La pigrizia è una specie particolare di testardaggine. Io sono pigro e testardo. Potrei dire solo che son testardo, ma dico invece che sono pigro e testardo perché i pigri sono testardi particolari. Dire che si è pigri e testardi è un modo per affermare un certo tipo di unicità.
Essere pigri non è intestardirsi a voler restar fermi a far nulla, sia chiaro. La pigrizia è una specie particolare di testardaggine ma non è indolenza o intolleranza verso il movimento, l’azione. La pigrizia è piuttosto quel tipo particolare di testardaggine propria degli esseri che detestano mettersi in moto o, ugualmente, fermarsi.
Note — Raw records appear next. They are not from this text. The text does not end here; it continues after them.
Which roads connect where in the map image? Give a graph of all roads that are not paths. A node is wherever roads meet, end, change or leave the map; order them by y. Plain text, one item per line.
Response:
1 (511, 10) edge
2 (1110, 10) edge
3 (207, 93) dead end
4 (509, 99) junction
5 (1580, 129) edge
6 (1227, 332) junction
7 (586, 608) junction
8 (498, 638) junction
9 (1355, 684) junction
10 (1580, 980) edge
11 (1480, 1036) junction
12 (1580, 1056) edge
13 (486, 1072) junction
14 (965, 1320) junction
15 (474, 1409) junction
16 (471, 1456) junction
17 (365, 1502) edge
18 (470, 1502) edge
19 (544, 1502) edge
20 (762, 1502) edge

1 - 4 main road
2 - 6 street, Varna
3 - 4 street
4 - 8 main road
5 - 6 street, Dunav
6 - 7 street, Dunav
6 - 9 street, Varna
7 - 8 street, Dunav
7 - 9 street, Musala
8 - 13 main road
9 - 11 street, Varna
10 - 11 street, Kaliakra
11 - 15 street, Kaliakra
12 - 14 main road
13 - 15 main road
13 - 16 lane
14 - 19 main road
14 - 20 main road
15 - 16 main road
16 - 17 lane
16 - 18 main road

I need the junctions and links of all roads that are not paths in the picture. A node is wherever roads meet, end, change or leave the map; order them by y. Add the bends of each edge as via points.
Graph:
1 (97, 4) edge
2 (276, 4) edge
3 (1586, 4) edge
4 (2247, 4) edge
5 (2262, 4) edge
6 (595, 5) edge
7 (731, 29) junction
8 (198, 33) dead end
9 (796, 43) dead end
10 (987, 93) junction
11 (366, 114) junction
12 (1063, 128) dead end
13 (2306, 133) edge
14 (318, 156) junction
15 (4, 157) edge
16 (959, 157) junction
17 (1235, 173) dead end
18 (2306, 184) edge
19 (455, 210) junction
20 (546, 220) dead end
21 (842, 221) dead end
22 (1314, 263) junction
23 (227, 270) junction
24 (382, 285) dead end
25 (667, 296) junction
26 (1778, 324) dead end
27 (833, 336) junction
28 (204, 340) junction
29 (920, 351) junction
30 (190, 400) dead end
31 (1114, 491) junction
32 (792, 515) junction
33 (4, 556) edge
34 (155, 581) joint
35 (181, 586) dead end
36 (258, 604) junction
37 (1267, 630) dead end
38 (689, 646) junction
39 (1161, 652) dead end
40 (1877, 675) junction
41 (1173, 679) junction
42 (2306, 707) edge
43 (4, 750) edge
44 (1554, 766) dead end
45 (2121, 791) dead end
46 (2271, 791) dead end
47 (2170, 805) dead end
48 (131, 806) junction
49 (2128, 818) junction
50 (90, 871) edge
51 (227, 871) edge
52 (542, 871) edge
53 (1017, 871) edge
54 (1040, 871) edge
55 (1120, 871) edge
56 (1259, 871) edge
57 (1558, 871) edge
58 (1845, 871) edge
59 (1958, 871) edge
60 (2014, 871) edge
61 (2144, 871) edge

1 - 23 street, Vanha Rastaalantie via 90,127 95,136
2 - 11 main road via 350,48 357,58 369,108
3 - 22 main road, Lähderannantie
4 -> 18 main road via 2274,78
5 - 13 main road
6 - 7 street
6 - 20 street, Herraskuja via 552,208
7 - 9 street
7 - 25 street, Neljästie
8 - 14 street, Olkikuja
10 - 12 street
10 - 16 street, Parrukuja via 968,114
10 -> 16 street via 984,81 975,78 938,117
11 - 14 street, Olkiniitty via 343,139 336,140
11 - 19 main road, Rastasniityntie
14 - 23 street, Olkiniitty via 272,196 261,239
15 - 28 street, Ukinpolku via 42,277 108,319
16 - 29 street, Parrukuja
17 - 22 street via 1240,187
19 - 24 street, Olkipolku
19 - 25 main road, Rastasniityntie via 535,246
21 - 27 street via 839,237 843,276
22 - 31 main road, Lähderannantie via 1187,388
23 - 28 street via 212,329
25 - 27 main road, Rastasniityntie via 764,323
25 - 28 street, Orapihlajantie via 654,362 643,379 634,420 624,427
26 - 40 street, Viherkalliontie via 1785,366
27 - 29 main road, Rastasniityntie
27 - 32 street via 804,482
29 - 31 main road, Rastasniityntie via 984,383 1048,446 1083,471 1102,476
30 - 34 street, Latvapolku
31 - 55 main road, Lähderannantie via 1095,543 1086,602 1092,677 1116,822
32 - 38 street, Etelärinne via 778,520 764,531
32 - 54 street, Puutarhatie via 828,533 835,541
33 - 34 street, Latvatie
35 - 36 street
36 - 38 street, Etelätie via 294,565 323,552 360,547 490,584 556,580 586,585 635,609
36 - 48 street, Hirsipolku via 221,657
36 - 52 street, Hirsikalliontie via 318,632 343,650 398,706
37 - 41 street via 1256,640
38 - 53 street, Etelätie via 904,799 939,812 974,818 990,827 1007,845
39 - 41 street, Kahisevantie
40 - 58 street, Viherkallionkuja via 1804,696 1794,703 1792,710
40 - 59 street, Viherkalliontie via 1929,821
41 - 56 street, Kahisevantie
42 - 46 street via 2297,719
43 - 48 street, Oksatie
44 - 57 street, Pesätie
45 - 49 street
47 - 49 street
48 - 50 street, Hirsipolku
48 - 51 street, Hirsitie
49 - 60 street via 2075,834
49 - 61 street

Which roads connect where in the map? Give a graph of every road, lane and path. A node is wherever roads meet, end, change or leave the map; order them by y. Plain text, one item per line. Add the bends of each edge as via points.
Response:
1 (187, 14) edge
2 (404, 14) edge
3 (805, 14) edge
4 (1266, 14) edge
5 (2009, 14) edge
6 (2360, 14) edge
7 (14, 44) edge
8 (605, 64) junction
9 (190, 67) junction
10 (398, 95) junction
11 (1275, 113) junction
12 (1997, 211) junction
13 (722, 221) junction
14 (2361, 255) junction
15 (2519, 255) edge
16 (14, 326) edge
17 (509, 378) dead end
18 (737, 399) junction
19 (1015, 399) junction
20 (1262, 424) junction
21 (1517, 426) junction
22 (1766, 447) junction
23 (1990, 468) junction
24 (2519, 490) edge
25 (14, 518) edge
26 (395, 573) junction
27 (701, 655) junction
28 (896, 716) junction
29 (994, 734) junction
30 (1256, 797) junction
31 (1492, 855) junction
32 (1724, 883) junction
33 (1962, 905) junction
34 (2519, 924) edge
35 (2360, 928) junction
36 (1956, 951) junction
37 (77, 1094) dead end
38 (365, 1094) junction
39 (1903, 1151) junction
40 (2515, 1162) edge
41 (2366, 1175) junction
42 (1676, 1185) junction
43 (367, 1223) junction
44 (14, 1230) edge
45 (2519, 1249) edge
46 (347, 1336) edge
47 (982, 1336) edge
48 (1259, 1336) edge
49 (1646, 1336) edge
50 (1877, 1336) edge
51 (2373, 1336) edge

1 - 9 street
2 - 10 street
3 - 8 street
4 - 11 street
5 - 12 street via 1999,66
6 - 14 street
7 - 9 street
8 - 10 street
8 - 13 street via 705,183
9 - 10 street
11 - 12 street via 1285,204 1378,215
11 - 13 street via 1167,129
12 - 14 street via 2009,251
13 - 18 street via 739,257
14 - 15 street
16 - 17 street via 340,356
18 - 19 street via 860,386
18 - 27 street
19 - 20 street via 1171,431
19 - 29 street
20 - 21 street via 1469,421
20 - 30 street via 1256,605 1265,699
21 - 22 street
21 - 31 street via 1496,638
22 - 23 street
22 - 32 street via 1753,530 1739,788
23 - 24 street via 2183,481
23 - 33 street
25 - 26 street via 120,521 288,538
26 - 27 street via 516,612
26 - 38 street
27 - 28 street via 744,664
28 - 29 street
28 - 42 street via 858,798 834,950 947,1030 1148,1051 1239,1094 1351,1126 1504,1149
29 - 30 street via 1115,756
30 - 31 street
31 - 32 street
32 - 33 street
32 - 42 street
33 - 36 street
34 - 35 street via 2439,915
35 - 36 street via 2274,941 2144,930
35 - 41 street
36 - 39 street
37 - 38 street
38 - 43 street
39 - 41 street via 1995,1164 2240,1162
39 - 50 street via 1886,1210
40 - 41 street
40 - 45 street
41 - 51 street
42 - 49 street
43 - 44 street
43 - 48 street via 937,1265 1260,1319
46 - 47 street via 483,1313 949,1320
Il pigro è un testardo particolare perché di questa inappetenza a iniziare le cose, o a terminarle, ne fa una suprema ragione di vita, un modo di essere.
Non è perciò l’azione in sé che scombina il pigro e ogni impedimento, reale o immaginario, ogni ricerca andata a buon fine di un motivo che possa sconsigliare di mettersi in moto, ogni ostacolo che si frapponga fra esso e l’azione, diventa per il pigro una fonte di sollievo e contentezza. Il pigro trova soddisfazione nel non iniziare quando gli altri nel contrario.
Queste considerazioni assalgono il pigro quando è in viaggio. Il viaggio, per il pigro, è una ricerca di motivazioni contrarie andata male. Per il testardo una sconfitta senza rivincita. Quando un pigro è in viaggio, egli resterebbe così per sempre solo perché, il fastidio procurato dal dover decidere, prima o poi, di fermarsi, lo ucciderebbe.